Peinture à l'huile et graffiti
C'est avant tout par le graffiti que l'artiste Blaise franchit les portes de l'art. Il découvre le graff en France au travers d'histoires mystérieuses aujourd'hui devenues légendes, comme les terrains de Stalingrad. Une histoire que Blaise raconte dans le podcast SOFRESH.
Aujourd'hui, Blaise mélange les savoir-faire et les influences. Deux ateliers d'art se côtoient. La peinture à l'huile devient l'art qu'il aime maîtriser — d'abord en extérieur, puis dans son premier atelier. L'art abstrait inspiré du graffiti constitue le second.

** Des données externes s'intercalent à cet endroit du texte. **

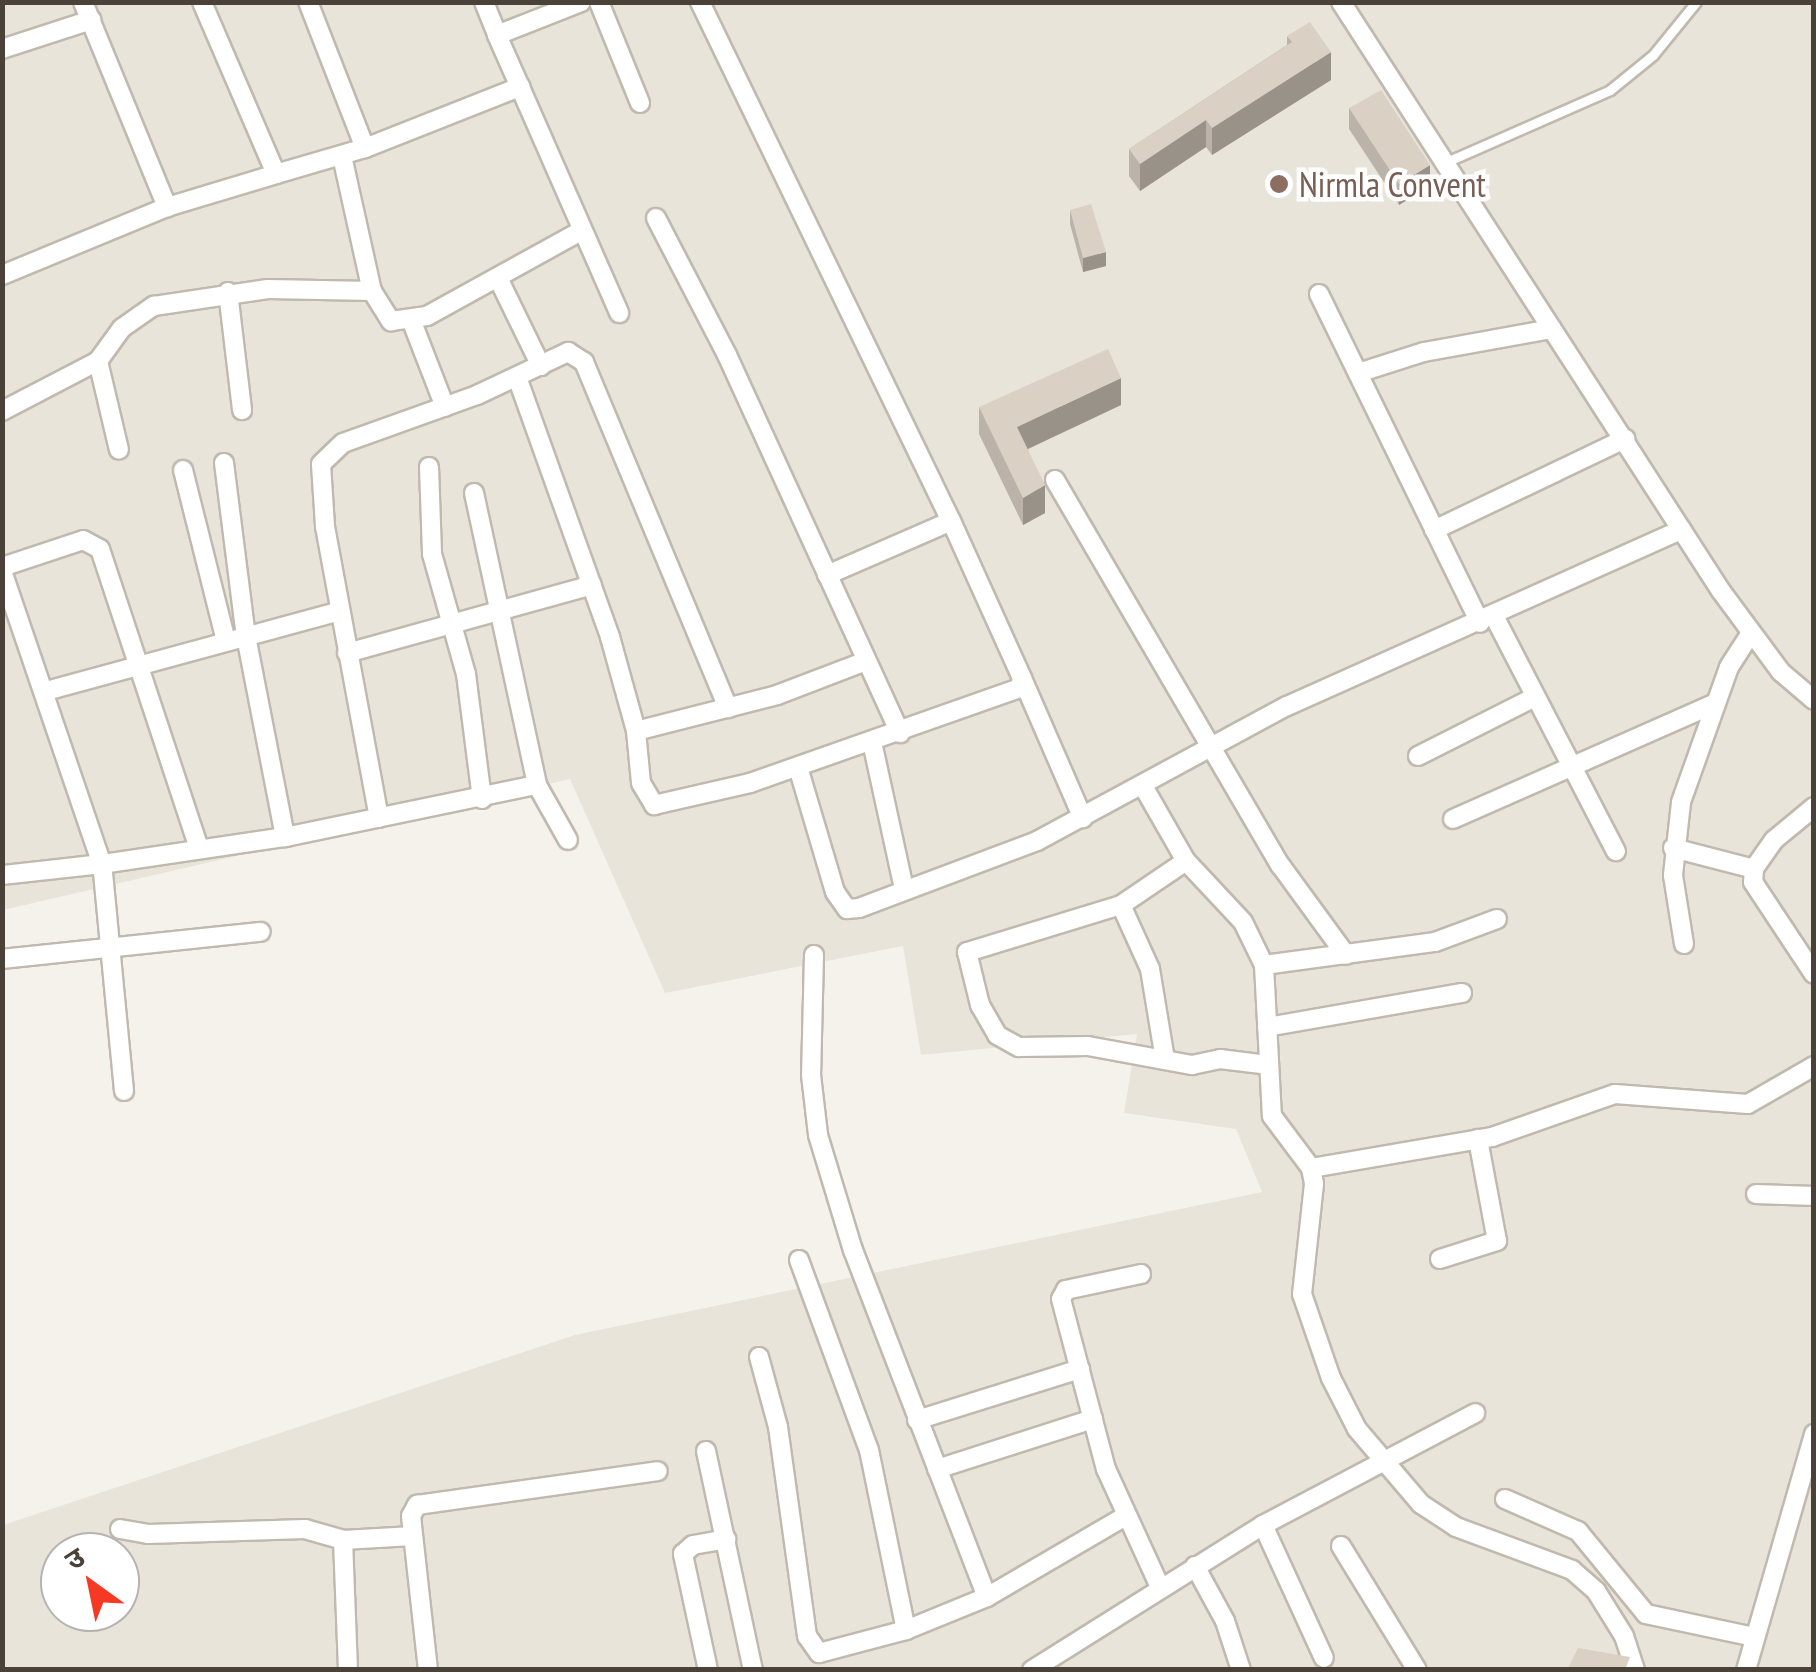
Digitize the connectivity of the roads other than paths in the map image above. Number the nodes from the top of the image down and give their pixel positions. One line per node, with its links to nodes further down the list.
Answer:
1 (202, 2): 17 (street)
2 (308, 2): 14 (street)
3 (484, 2): 10 (street)
4 (581, 2): 10 (street)
5 (599, 2): 13 (street)
6 (700, 2): 43 (street)
7 (1341, 2): 16 (street)
8 (1696, 2): 16 (lane)
9 (87, 11): 11 (street); 18 (street)
10 (498, 35): 12 (street)
11 (2, 48)
12 (520, 88): 14 (street); 20 (street)
13 (640, 103)
14 (365, 148): 15 (street)
15 (342, 156): 17 (street); 23 (street)
16 (1444, 163): 28 (street)
17 (276, 174): 18 (street)
18 (167, 206): 21 (street)
19 (656, 218): 47 (street)
20 (582, 231): 22 (street); 26 (street)
21 (2, 275)
22 (498, 278): 27 (street); 30 (street)
23 (372, 290): 24 (street); 27 (street)
24 (228, 292): 29 (street); 34 (street)
25 (1319, 294): 31 (street)
26 (619, 313)
27 (412, 322): 33 (street)
28 (1552, 329): 31 (street); 36 (street)
29 (98, 361): 35 (street); 37 (street)
30 (540, 366): 32 (street); 64 (street)
31 (1358, 373): 44 (street)
32 (516, 377): 33 (street); 48 (street)
33 (444, 407): 49 (street)
34 (242, 410)
35 (2, 411)
36 (1625, 439): 44 (street); 45 (street)
37 (118, 450)
38 (224, 463): 54 (street)
39 (429, 467): 52 (street)
40 (183, 470): 55 (street)
41 (1055, 480): 68 (street)
42 (474, 493): 50 (street)
43 (951, 521): 47 (street); 59 (street)
44 (1434, 530): 51 (street)
45 (1681, 530): 51 (street); 53 (street)
46 (2, 569): 58 (street); 60 (street)
47 (827, 575): 57 (street)
48 (592, 585): 50 (street); 65 (street)
49 (340, 611): 54 (street); 56 (street)
50 (502, 612): 52 (street); 72 (street)
51 (1487, 620): 61 (street); 68 (street)
52 (454, 626): 56 (street); 74 (street)
53 (1751, 633): 62 (street); 63 (street)
54 (246, 636): 55 (street); 79 (street)
55 (226, 642): 58 (street)
56 (347, 653): 76 (street)
57 (866, 661): 64 (street); 66 (street)
58 (136, 664): 60 (street); 81 (street)
59 (1022, 678): 66 (street); 77 (street)
60 (46, 692): 85 (street)
61 (1535, 697): 69 (street); 70 (street)
62 (1814, 700)
63 (1714, 704): 70 (street); 82 (street)
64 (728, 708): 65 (street)
65 (636, 731): 71 (street)
66 (900, 732): 67 (street)
67 (872, 742): 71 (street); 88 (street)
68 (1211, 746): 73 (street); 95 (street)
69 (1418, 756)
70 (1570, 764): 78 (street); 83 (street)
71 (798, 767): 88 (street)
72 (536, 785): 74 (street); 80 (street)
73 (1144, 786): 77 (street); 84 (street)
74 (482, 799): 76 (street)
75 (1814, 806): 86 (street)
76 (378, 818): 79 (street)
77 (1083, 818): 88 (street)
78 (1453, 818)
79 (285, 837): 81 (street)
80 (568, 840)
81 (199, 848): 85 (street)
82 (1673, 848): 86 (street); 92 (street)
83 (1616, 851)
84 (1186, 861): 89 (street); 97 (street)
85 (102, 864): 87 (street); 93 (street)
86 (1754, 869): 98 (street)
87 (2, 875)
88 (904, 889)
89 (1120, 906): 101 (street); 101 (street)
90 (1497, 919): 95 (street)
91 (261, 932): 93 (street)
92 (1684, 944)
93 (113, 949): 96 (street); 104 (street)
94 (814, 955): 116 (street)
95 (1346, 955): 97 (street)
96 (2, 959)
97 (1264, 965): 100 (street)
98 (1814, 974)
99 (1462, 993): 100 (street)
100 (1267, 1026): 102 (street)
101 (1166, 1060): 102 (street)
102 (1268, 1065): 106 (street)
103 (1814, 1066): 105 (street)
104 (124, 1090)
105 (1478, 1140): 106 (street); 109 (street)
106 (1311, 1168): 119 (street)
107 (1756, 1194): 108 (street)
108 (1814, 1196)
109 (1440, 1259)
110 (799, 1260): 133 (street)
111 (1141, 1274): 113 (street)
112 (760, 1357): 133 (street)
113 (1080, 1369): 115 (street); 116 (street)
114 (1474, 1413): 119 (street)
115 (1093, 1419): 120 (street); 123 (street)
116 (917, 1420): 120 (street)
117 (1814, 1434): 134 (street)
118 (706, 1451): 128 (street)
119 (1382, 1466): 124 (street); 144 (street)
120 (937, 1469): 132 (street)
121 (658, 1471): 126 (street)
122 (1505, 1499): 134 (street)
123 (1124, 1517): 131 (street); 132 (street)
124 (1264, 1525): 130 (street); 135 (street)
125 (120, 1529): 127 (street)
126 (413, 1536): 127 (street); 138 (street)
127 (343, 1540): 137 (street)
128 (726, 1540): 139 (street); 140 (street)
129 (1341, 1546): 143 (street)
130 (1195, 1566): 131 (street); 142 (street)
131 (1160, 1587): 136 (street)
132 (988, 1597): 133 (street)
133 (906, 1630)
134 (1754, 1637): 145 (street)
135 (1324, 1658)
136 (1056, 1664): 141 (street)
137 (348, 1670)
138 (428, 1670)
139 (708, 1670)
140 (753, 1670)
141 (1032, 1670)
142 (1240, 1670)
143 (1417, 1670)
144 (1635, 1670)
145 (1746, 1670)

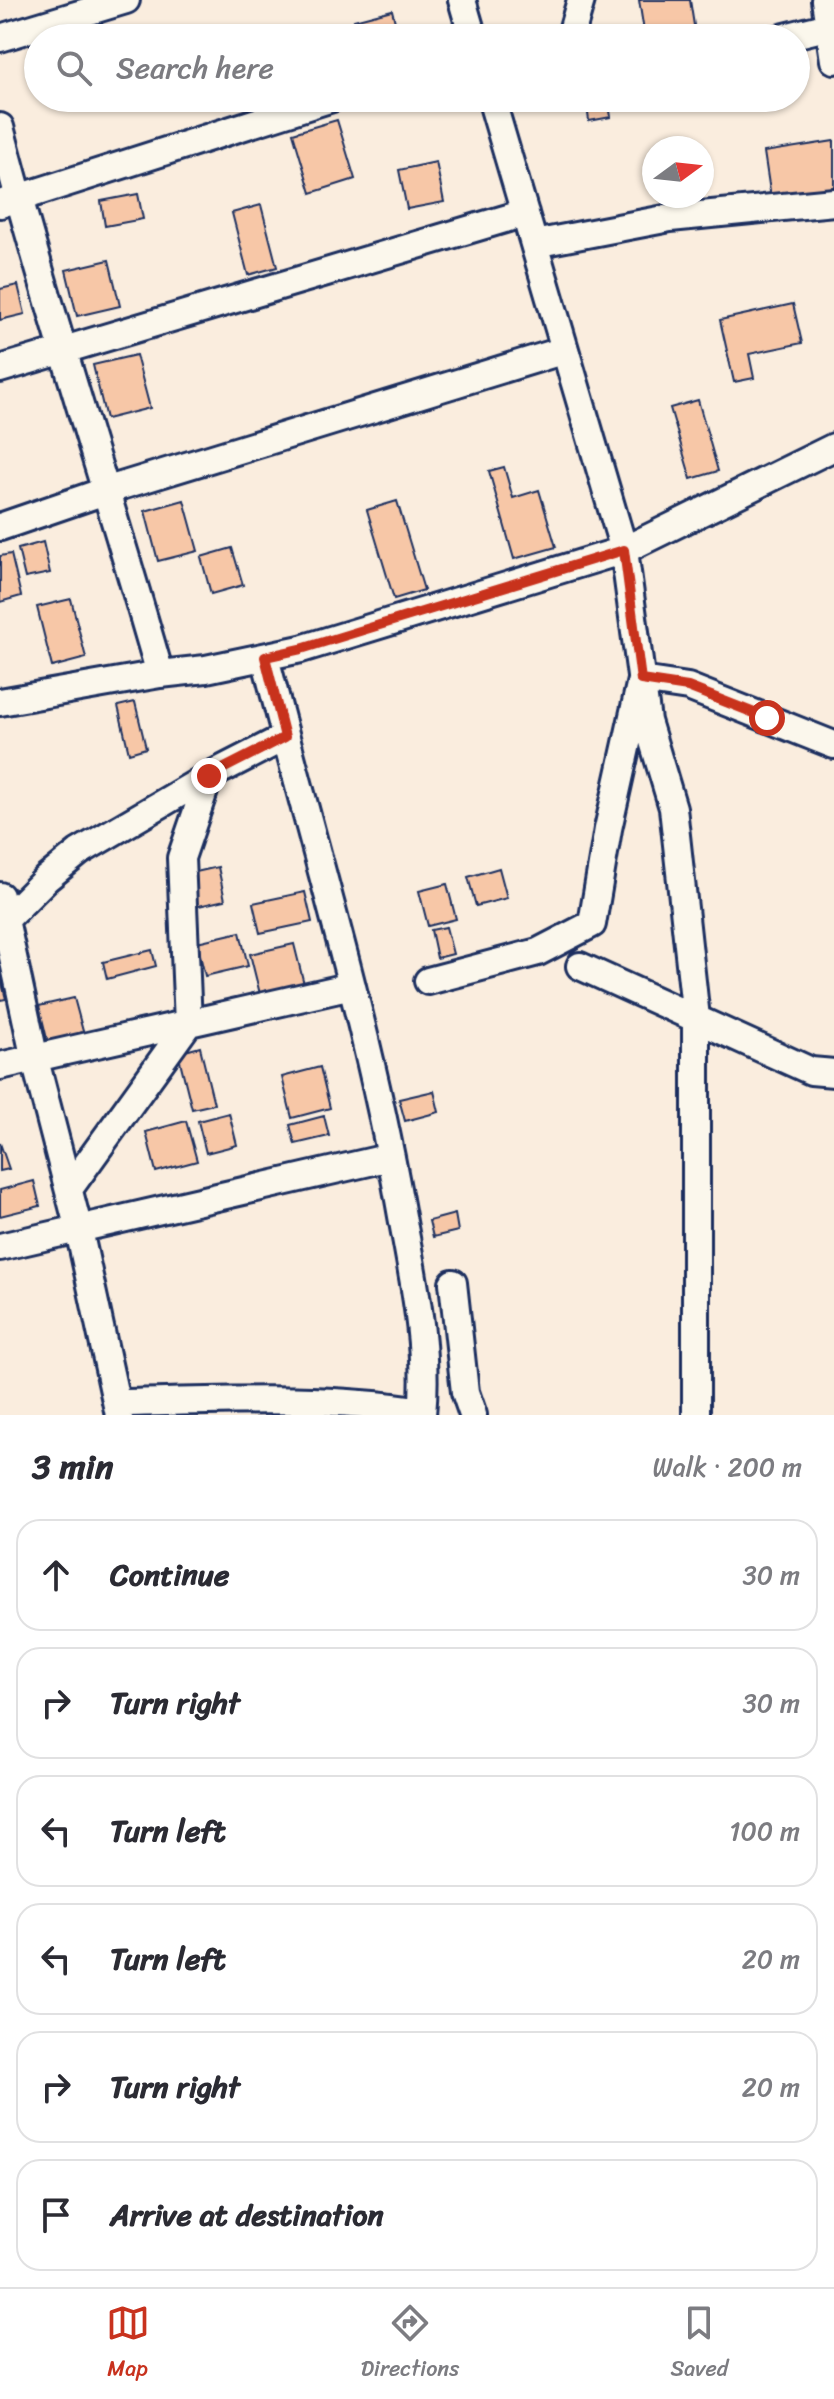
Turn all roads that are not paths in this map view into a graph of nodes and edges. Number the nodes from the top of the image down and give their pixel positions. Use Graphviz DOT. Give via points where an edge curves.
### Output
graph roads {
  1 [pos="126,0"];
  2 [pos="462,0"];
  3 [pos="581,0"];
  4 [pos="829,17"];
  5 [pos="46,24"];
  6 [pos="469,24"];
  7 [pos="573,24"];
  8 [pos="810,25"];
  9 [pos="24,31"];
  10 [pos="0,38"];
  11 [pos="834,60"];
  12 [pos="288,112"];
  13 [pos="495,112"];
  14 [pos="0,127"];
  15 [pos="9,201"];
  16 [pos="834,202"];
  17 [pos="525,213"];
  18 [pos="534,244"];
  19 [pos="565,350"];
  20 [pos="63,351"];
  21 [pos="0,369"];
  22 [pos="834,447"];
  23 [pos="108,490"];
  24 [pos="0,527"];
  25 [pos="624,550"];
  26 [pos="265,657"];
  27 [pos="160,674"];
  28 [pos="641,680"];
  29 [pos="0,702"];
  30 [pos="285,737"];
  31 [pos="834,745"];
  32 [pos="209,776"];
  33 [pos="3,908"];
  34 [pos="580,966"];
  35 [pos="428,981"];
  36 [pos="352,986"];
  37 [pos="696,1018"];
  38 [pos="188,1024"];
  39 [pos="35,1060"];
  40 [pos="0,1066"];
  41 [pos="834,1073"];
  42 [pos="391,1157"];
  43 [pos="69,1189"];
  44 [pos="79,1230"];
  45 [pos="0,1247"];
  46 [pos="453,1283"];
  47 [pos="118,1409"];
  48 [pos="422,1413"];
  49 [pos="473,1415"];
  50 [pos="696,1415"];
  1 -- 5 [label="street"];
  2 -- 6 [label="street"];
  3 -- 7 [label="street"];
  4 -- 8 [label="street"];
  4 -- 11 [label="street"];
  9 -- 10 [label="street"];
  12 -- 15 [label="street"];
  13 -- 17 [label="street"];
  14 -- 15 [label="street"];
  15 -- 20 [label="street"];
  16 -- 18 [label="street" via="670,218"];
  17 -- 18 [label="street"];
  17 -- 20 [label="street"];
  18 -- 19 [label="street"];
  19 -- 23 [label="street"];
  19 -- 25 [label="street"];
  20 -- 21 [label="street"];
  20 -- 23 [label="street"];
  22 -- 25 [label="street"];
  23 -- 24 [label="street"];
  23 -- 27 [label="street"];
  25 -- 26 [label="street"];
  25 -- 28 [label="street"];
  26 -- 27 [label="street"];
  26 -- 30 [label="street"];
  27 -- 29 [label="street"];
  28 -- 31 [label="street" via="688,687"];
  28 -- 35 [label="street" via="592,924 538,952"];
  28 -- 37 [label="street" via="647,721 673,808"];
  30 -- 32 [label="street"];
  30 -- 36 [label="street"];
  32 -- 33 [label="street" via="79,852"];
  32 -- 38 [label="street" via="181,858"];
  33 -- 39 [label="street"];
  34 -- 37 [label="street"];
  36 -- 38 [label="street"];
  36 -- 42 [label="street"];
  37 -- 41 [label="street" via="811,1071"];
  37 -- 50 [label="street"];
  38 -- 39 [label="street"];
  38 -- 43 [label="street"];
  39 -- 40 [label="street"];
  39 -- 43 [label="street"];
  42 -- 44 [label="street"];
  42 -- 48 [label="street" via="422,1332"];
  43 -- 44 [label="street"];
  44 -- 45 [label="street"];
  44 -- 47 [label="street"];
  46 -- 49 [label="street" via="465,1392"];
  47 -- 48 [label="street" via="328,1400"];
}
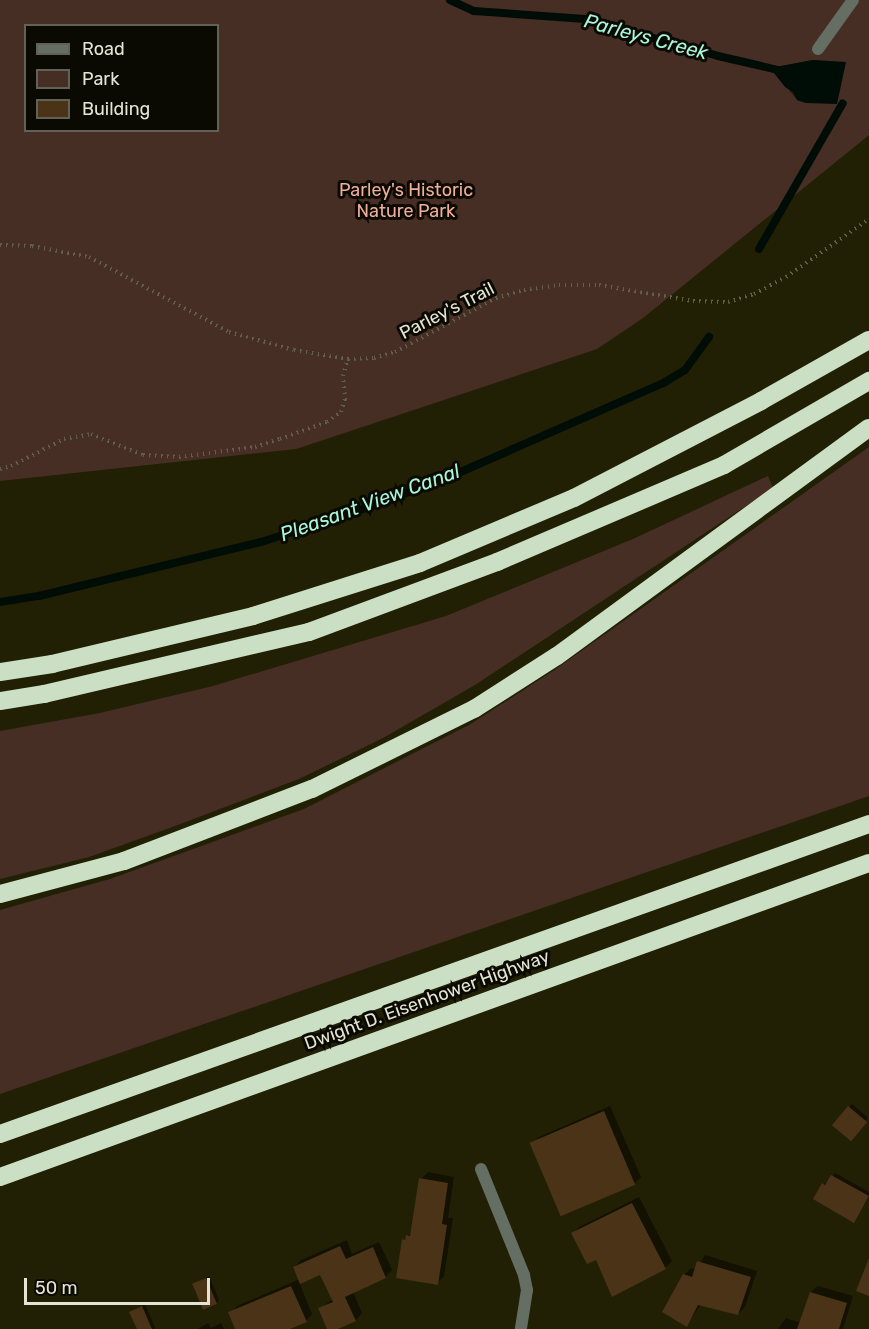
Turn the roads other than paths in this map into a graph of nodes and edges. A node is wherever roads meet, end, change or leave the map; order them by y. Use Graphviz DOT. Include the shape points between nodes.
graph roads {
  1 [pos="853,0"];
  2 [pos="818,49"];
  3 [pos="869,340"];
  4 [pos="869,381"];
  5 [pos="869,428"];
  6 [pos="0,672"];
  7 [pos="0,701"];
  8 [pos="869,824"];
  9 [pos="869,863"];
  10 [pos="0,894"];
  11 [pos="0,1134"];
  12 [pos="481,1169"];
  13 [pos="0,1177"];
  14 [pos="521,1329"];
  1 -- 2 [label="street"];
  3 -- 6 [label="highway" via="574,498 420,563 253,616 52,664"];
  4 -- 7 [label="highway" via="724,465 496,562 320,628"];
  5 -- 10 [label="highway" via="557,656 474,709 312,789 124,861"];
  8 -- 11 [label="highway, Dwight D. Eisenhower Highway"];
  9 -- 13 [label="highway, Dwight D. Eisenhower Highway"];
  12 -- 14 [label="street" via="524,1275 527,1290"];
}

Perdre ses lettres et trouver le goût
Son art abstrait puise dans le graffiti, mais n'en prend pas le nom. Là où le graff s'arrête, le street art débute. Le graffiti se concentre sur l'art de la lettre et de la signature. Le travail de Blaise est ici un graffiti qui a perdu ses lettres : le geste devient maître, la couleur son valet.
Ce travail abstrait devient un message. Blaise raconte son incompréhension face à l'art abstrait, voire son rejet. Puis vient la confrontation : une exposition sur les encres de Pierre Soulages qui le bouscule et le marque. L'artiste passe alors de l'ignorance à la curiosité. C'est ainsi que ses œuvres s'ouvrent à de nouvelles influences, soulignant l'importance du monde artistique : inviter au questionnement, au changement.
La bougie du street artiste
La bougie de Blaise raconte cette histoire : celle du geste avant tout, mais aussi de la curiosité, de la rencontre avec l'inconnu, de l'évolution des pensées et de l'importance de l'art dans la société.